====== Listed entries

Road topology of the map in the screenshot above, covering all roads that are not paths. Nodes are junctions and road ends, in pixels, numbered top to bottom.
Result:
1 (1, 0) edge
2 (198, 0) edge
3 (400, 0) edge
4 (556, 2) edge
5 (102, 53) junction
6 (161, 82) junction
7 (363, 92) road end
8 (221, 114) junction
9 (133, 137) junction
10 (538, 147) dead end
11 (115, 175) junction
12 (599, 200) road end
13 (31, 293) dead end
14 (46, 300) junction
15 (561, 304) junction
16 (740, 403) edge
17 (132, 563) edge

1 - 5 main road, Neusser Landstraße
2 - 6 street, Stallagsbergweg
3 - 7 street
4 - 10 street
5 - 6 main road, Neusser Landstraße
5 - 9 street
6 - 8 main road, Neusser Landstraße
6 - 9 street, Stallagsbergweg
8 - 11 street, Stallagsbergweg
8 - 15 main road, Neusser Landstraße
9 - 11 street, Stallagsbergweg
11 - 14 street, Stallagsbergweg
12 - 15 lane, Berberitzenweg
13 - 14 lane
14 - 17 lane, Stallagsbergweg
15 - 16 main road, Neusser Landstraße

============

What the exercise asks
Word for word, set down the complete listing once more.

Answer
Road topology of the map in the screenshot above, covering all roads that are not paths. Nodes are junctions and road ends, in pixels, numbered top to bottom.
Result:
1 (1, 0) edge
2 (198, 0) edge
3 (400, 0) edge
4 (556, 2) edge
5 (102, 53) junction
6 (161, 82) junction
7 (363, 92) road end
8 (221, 114) junction
9 (133, 137) junction
10 (538, 147) dead end
11 (115, 175) junction
12 (599, 200) road end
13 (31, 293) dead end
14 (46, 300) junction
15 (561, 304) junction
16 (740, 403) edge
17 (132, 563) edge

1 - 5 main road, Neusser Landstraße
2 - 6 street, Stallagsbergweg
3 - 7 street
4 - 10 street
5 - 6 main road, Neusser Landstraße
5 - 9 street
6 - 8 main road, Neusser Landstraße
6 - 9 street, Stallagsbergweg
8 - 11 street, Stallagsbergweg
8 - 15 main road, Neusser Landstraße
9 - 11 street, Stallagsbergweg
11 - 14 street, Stallagsbergweg
12 - 15 lane, Berberitzenweg
13 - 14 lane
14 - 17 lane, Stallagsbergweg
15 - 16 main road, Neusser Landstraße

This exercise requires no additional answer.